(Collected data)
▼
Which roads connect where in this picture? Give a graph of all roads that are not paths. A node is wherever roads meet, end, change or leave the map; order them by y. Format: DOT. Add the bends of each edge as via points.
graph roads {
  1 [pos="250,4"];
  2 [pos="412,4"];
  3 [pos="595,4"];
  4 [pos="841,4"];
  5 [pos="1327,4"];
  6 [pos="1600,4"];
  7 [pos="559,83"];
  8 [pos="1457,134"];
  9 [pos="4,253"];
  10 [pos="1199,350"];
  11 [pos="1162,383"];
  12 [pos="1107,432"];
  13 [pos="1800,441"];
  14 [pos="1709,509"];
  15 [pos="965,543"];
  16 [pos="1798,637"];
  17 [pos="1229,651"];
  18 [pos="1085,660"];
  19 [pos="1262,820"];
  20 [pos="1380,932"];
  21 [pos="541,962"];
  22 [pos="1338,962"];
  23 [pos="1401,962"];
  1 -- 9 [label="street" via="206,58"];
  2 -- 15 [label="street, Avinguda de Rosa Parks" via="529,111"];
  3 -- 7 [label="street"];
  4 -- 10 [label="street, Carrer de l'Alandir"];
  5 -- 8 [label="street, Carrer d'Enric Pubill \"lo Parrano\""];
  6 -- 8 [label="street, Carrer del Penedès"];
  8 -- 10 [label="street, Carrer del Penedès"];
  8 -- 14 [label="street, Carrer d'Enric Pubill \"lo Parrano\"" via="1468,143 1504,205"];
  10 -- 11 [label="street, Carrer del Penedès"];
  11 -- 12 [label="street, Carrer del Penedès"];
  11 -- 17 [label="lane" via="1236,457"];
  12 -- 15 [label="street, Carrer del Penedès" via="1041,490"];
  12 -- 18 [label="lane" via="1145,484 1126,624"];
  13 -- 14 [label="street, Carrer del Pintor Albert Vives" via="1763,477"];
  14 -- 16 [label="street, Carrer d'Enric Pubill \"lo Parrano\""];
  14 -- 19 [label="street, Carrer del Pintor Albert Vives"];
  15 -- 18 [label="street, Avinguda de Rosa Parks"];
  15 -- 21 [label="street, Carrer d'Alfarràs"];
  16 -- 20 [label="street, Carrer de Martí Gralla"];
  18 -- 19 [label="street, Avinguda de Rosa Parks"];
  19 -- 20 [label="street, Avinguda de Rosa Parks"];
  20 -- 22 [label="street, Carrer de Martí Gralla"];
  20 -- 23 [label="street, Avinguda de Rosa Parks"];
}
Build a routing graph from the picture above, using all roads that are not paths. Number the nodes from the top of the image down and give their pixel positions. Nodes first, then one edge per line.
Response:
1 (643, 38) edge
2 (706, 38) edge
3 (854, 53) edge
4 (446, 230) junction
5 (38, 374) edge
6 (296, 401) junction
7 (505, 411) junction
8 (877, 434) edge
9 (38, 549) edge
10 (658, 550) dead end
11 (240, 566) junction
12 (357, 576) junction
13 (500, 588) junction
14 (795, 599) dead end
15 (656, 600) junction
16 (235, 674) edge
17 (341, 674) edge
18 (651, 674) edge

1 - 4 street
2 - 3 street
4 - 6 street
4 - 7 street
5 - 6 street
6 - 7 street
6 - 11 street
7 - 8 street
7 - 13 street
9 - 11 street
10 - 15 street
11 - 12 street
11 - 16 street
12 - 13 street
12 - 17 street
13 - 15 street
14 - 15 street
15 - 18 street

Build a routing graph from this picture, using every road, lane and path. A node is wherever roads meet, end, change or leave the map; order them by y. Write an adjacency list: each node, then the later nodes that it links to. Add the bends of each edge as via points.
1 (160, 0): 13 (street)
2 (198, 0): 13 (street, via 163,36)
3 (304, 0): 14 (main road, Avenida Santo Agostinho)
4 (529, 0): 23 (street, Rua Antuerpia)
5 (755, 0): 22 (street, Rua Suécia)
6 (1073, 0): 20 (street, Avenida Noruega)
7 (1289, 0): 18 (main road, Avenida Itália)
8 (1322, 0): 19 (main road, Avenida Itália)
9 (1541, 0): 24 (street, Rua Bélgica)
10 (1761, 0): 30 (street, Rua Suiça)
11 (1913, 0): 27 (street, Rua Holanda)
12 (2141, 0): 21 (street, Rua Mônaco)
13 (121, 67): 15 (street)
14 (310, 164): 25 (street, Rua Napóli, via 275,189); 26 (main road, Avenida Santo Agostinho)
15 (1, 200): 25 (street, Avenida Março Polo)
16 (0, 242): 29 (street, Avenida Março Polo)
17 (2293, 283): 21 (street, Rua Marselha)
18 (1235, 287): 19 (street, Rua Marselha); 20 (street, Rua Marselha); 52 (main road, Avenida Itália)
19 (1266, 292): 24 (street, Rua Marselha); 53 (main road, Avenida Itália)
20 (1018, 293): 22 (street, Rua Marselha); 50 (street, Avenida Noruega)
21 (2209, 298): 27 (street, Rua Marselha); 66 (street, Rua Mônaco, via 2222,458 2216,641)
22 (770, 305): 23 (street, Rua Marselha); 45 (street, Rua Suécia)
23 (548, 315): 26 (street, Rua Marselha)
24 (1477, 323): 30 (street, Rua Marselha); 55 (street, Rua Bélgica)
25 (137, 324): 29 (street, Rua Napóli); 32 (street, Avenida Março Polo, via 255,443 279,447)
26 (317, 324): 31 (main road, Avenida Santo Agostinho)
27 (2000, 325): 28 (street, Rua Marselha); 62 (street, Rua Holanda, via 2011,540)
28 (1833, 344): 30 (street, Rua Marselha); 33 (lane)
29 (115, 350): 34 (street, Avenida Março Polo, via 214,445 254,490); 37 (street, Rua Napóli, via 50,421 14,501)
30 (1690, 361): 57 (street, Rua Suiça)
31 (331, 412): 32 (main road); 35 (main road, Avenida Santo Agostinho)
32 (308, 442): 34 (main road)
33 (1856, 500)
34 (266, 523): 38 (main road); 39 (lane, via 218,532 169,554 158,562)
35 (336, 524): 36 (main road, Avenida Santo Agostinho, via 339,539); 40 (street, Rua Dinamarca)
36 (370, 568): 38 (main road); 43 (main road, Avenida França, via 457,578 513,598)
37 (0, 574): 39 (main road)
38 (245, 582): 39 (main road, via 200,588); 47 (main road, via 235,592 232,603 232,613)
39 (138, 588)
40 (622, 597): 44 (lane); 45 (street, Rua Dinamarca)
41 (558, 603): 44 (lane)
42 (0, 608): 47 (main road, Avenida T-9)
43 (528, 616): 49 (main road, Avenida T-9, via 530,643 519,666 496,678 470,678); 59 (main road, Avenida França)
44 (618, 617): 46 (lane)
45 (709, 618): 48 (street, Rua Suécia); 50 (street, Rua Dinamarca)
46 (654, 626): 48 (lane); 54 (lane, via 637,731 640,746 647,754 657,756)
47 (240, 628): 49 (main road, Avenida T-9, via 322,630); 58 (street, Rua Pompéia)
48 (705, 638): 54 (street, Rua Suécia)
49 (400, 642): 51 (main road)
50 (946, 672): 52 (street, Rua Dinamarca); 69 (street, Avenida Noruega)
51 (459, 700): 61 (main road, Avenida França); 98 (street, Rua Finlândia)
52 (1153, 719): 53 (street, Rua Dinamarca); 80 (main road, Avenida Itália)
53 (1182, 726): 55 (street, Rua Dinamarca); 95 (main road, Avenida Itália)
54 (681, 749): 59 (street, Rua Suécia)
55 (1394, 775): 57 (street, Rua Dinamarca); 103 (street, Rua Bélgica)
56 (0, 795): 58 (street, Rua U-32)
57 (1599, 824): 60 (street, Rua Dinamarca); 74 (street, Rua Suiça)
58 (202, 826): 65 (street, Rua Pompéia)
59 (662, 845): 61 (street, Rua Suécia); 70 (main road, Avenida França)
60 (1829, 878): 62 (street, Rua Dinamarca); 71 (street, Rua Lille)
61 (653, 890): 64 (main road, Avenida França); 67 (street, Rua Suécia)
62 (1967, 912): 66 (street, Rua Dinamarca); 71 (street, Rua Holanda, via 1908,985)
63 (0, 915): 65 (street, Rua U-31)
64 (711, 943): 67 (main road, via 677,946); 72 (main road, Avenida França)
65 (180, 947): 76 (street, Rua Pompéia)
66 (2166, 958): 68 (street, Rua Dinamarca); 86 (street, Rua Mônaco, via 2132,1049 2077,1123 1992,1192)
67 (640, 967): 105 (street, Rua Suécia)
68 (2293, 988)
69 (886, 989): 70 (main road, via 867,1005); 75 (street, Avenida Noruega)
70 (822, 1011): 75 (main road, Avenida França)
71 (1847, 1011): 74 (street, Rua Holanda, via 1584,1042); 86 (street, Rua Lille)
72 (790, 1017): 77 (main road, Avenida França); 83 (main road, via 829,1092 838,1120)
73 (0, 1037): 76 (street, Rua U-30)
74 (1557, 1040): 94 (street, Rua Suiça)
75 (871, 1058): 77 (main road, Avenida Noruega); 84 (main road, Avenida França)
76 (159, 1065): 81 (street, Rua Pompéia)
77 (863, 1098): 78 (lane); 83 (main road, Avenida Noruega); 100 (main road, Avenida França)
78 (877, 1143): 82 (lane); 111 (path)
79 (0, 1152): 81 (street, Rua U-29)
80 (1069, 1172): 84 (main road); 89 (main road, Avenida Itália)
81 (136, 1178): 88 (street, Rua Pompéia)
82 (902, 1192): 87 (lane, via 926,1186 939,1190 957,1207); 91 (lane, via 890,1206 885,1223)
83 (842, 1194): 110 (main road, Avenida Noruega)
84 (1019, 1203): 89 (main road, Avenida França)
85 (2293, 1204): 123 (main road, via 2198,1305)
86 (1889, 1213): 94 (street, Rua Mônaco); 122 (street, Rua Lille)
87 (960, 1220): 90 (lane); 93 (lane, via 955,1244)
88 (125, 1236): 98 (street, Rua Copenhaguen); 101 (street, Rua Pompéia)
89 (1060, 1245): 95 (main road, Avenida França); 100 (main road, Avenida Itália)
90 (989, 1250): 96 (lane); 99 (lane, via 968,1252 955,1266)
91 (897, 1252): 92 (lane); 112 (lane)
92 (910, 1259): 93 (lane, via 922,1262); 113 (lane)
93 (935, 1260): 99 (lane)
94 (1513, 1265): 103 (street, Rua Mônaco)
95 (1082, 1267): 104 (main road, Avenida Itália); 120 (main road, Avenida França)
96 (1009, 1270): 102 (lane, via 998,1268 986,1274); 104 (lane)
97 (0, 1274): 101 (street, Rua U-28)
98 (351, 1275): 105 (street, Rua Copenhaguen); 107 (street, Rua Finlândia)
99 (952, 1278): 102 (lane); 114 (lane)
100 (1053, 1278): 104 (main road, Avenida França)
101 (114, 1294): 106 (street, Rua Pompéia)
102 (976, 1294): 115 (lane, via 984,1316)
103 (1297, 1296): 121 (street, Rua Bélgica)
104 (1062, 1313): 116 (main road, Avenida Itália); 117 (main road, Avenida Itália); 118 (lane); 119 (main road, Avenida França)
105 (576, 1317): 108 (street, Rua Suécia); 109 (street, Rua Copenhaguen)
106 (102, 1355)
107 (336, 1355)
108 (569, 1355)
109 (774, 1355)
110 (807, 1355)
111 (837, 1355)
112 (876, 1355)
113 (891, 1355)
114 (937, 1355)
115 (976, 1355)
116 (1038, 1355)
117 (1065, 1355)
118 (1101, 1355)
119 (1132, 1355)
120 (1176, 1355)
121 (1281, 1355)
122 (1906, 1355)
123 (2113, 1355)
▲
◆ WHAT THE TASK ASKS: Say how many lines of the records include the word "Noruega", and give nothing but the number.

◆ ANSWER TO THIS TASK: 7